In the copy, leave out the pictures and repeat all records exactly.

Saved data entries
= Beginning of Section =

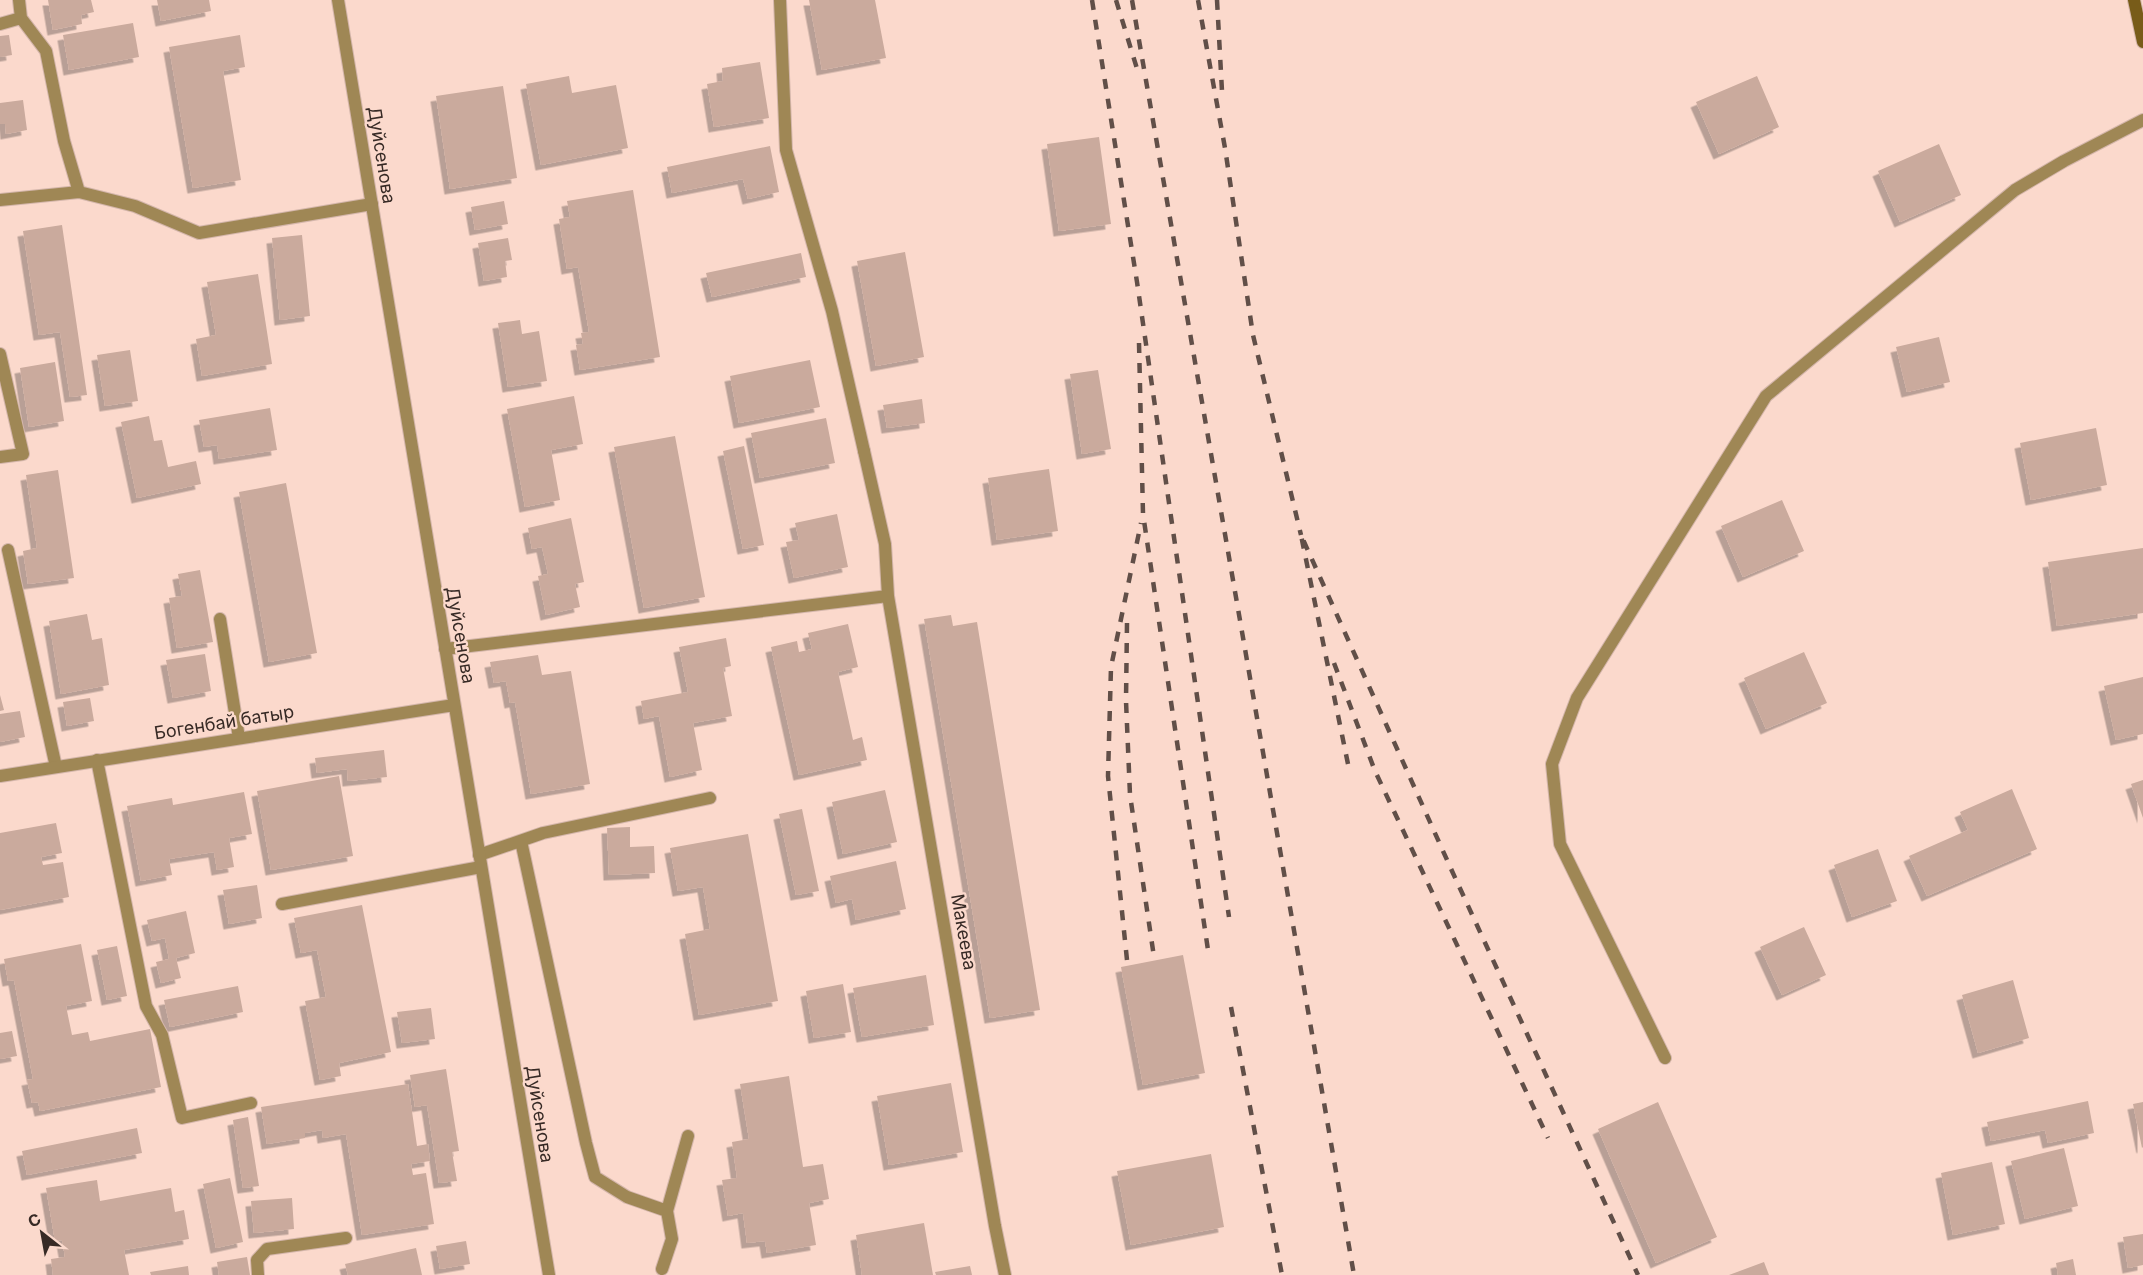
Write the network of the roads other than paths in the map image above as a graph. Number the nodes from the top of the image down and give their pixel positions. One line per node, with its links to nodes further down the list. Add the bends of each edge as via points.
1 (19, 0): 5 (street)
2 (338, 0): 11 (street, Дуйсенова)
3 (780, 0): 15 (street, Макеева, via 786,150 832,311 885,544)
4 (2134, 0): 7 (main road)
5 (21, 18): 6 (street); 9 (street, via 46,51)
6 (0, 24)
7 (2143, 42)
8 (2143, 120): 27 (street, via 2015,190 1766,396 1577,698 1552,764 1560,844)
9 (79, 192): 10 (street); 11 (street, via 135,206 199,233)
10 (0, 200)
11 (372, 204): 17 (street, Дуйсенова)
12 (0, 354): 13 (street, via 23,454)
13 (0, 457)
14 (8, 550): 21 (street)
15 (888, 596): 17 (street); 35 (street, Макеева)
16 (220, 618): 19 (street)
17 (445, 650): 18 (street, Дуйсенова)
18 (454, 705): 19 (street, Богенбай батыр); 25 (street, Дуйсенова)
19 (239, 738): 20 (street, Богенбай батыр)
20 (97, 760): 21 (street, Богенбай батыр); 28 (street, via 146,1006 162,1035 182,1118)
21 (56, 766): 22 (street, Богенбай батыр)
22 (0, 776)
23 (710, 798): 24 (street)
24 (521, 841): 25 (street); 30 (street, via 595,1177 627,1197)
25 (480, 861): 26 (street); 34 (street, Дуйсенова)
26 (282, 904)
27 (1665, 1058)
28 (251, 1103)
29 (688, 1136): 30 (street)
30 (667, 1212): 32 (street, via 672,1239)
31 (346, 1238): 33 (street, via 267,1249 257,1260)
32 (662, 1269)
33 (258, 1275)
34 (549, 1275)
35 (1005, 1275)

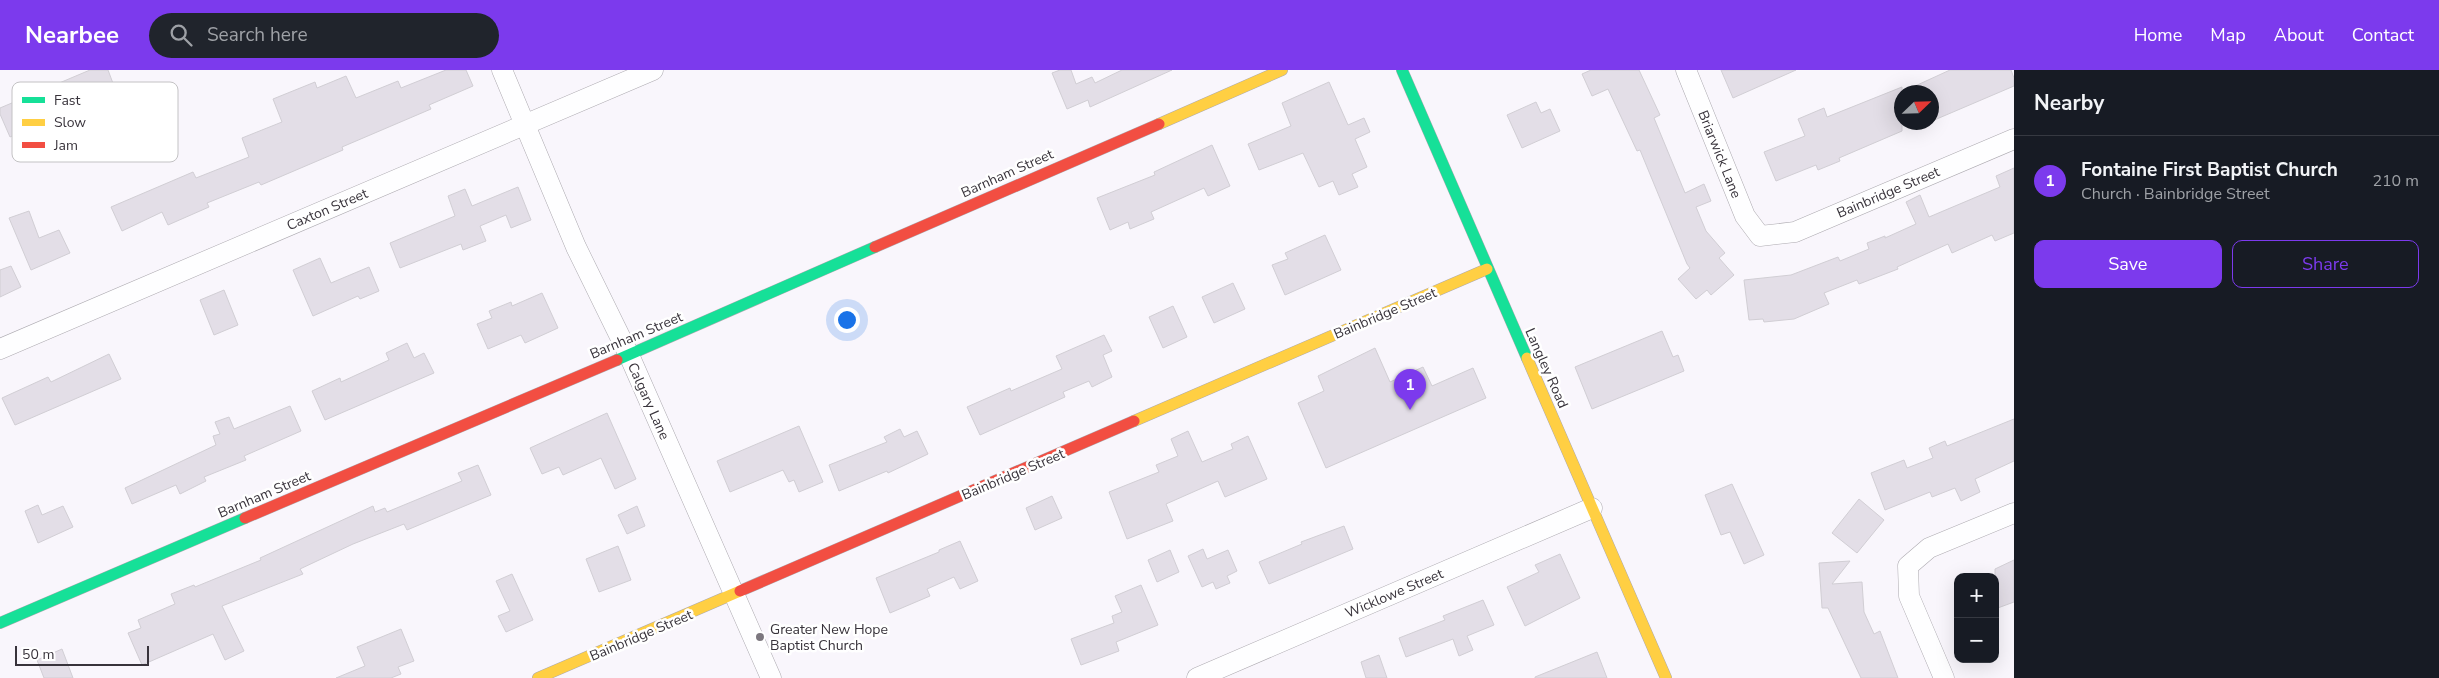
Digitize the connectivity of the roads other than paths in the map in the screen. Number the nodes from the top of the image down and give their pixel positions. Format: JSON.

= End of Section =

> Result for this task
Write the network of the roads other than paths in the map image above as a graph. Number the nodes from the top of the image down and give their pixel positions. One line per node, with its links to nodes further down the list. Add the bends of each edge as via points.
1 (19, 0): 5 (street)
2 (338, 0): 11 (street, Дуйсенова)
3 (780, 0): 15 (street, Макеева, via 786,150 832,311 885,544)
4 (2134, 0): 7 (main road)
5 (21, 18): 6 (street); 9 (street, via 46,51)
6 (0, 24)
7 (2143, 42)
8 (2143, 120): 27 (street, via 2015,190 1766,396 1577,698 1552,764 1560,844)
9 (79, 192): 10 (street); 11 (street, via 135,206 199,233)
10 (0, 200)
11 (372, 204): 17 (street, Дуйсенова)
12 (0, 354): 13 (street, via 23,454)
13 (0, 457)
14 (8, 550): 21 (street)
15 (888, 596): 17 (street); 35 (street, Макеева)
16 (220, 618): 19 (street)
17 (445, 650): 18 (street, Дуйсенова)
18 (454, 705): 19 (street, Богенбай батыр); 25 (street, Дуйсенова)
19 (239, 738): 20 (street, Богенбай батыр)
20 (97, 760): 21 (street, Богенбай батыр); 28 (street, via 146,1006 162,1035 182,1118)
21 (56, 766): 22 (street, Богенбай батыр)
22 (0, 776)
23 (710, 798): 24 (street)
24 (521, 841): 25 (street); 30 (street, via 595,1177 627,1197)
25 (480, 861): 26 (street); 34 (street, Дуйсенова)
26 (282, 904)
27 (1665, 1058)
28 (251, 1103)
29 (688, 1136): 30 (street)
30 (667, 1212): 32 (street, via 672,1239)
31 (346, 1238): 33 (street, via 267,1249 257,1260)
32 (662, 1269)
33 (258, 1275)
34 (549, 1275)
35 (1005, 1275)

Digitize the connectivity of the roads other than paths in the map in the screen. Number the nodes from the top of the image down and give their pixel positions. Format: JSON.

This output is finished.